INPUT RECORDS:
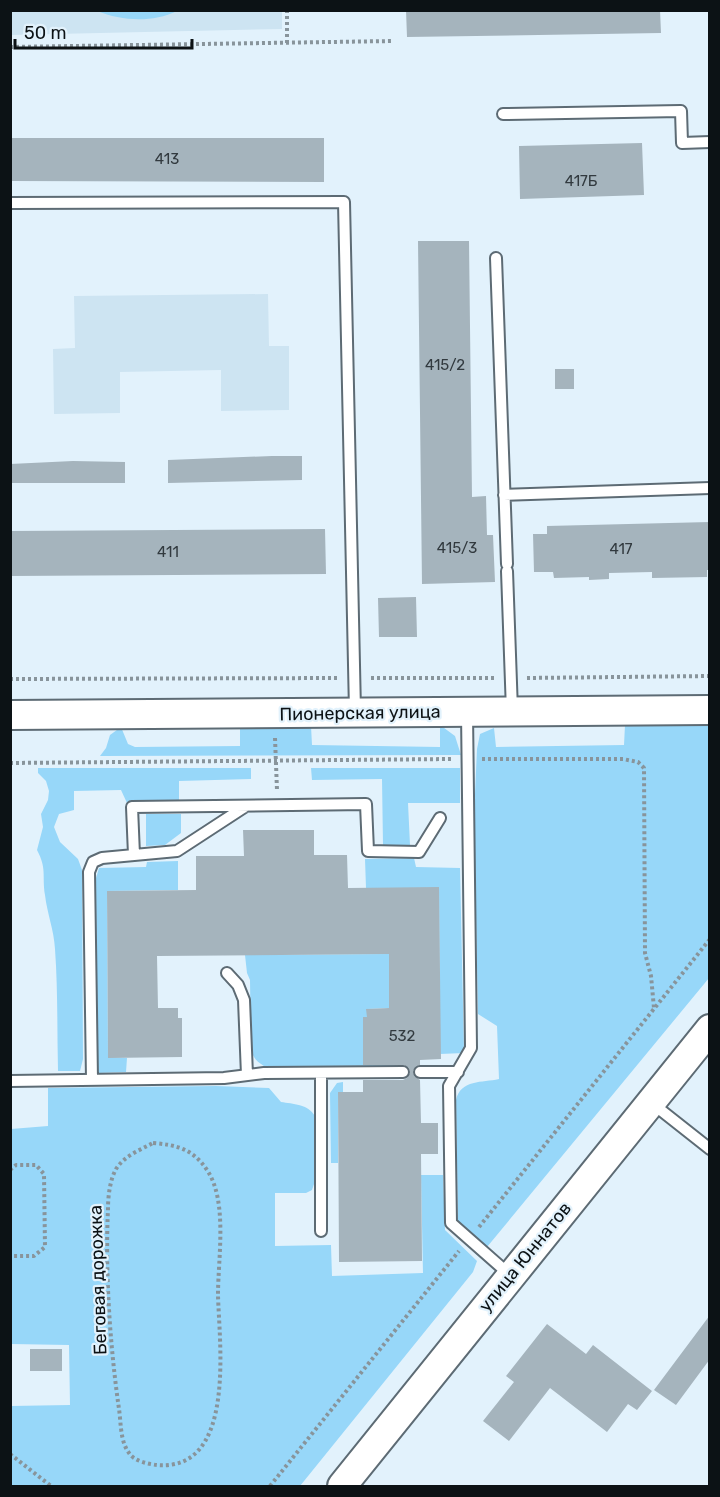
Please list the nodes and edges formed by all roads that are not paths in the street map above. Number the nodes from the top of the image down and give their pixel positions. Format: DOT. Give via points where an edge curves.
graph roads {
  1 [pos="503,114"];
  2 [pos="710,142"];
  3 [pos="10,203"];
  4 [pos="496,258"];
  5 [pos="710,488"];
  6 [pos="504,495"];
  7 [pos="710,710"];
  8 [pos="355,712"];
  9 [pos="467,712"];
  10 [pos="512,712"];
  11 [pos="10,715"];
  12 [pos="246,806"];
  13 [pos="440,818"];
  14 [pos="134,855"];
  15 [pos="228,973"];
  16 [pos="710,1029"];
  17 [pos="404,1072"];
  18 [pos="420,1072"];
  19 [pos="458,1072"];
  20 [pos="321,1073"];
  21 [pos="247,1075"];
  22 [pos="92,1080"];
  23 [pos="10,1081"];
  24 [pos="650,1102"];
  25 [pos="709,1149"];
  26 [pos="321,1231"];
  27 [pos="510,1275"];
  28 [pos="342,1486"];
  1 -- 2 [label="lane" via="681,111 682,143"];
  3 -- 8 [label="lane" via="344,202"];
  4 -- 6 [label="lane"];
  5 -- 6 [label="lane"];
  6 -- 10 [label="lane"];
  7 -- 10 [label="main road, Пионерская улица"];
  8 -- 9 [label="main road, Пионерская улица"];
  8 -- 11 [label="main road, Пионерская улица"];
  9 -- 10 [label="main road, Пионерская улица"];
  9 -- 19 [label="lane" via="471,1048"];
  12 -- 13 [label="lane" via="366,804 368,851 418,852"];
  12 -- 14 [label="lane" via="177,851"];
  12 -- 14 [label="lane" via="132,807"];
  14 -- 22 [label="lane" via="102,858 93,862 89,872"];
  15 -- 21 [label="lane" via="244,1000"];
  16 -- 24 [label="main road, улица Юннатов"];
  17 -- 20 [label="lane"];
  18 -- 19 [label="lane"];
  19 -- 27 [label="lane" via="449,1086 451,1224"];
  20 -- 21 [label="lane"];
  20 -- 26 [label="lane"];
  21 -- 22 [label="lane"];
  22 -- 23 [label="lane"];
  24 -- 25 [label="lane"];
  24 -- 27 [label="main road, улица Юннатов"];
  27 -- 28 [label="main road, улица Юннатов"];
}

PROBLEM: Tell how many lines in the entries contain the string "улица". Give the number and nothing more.

RESPONSE FOR THIS EXERCISE: 7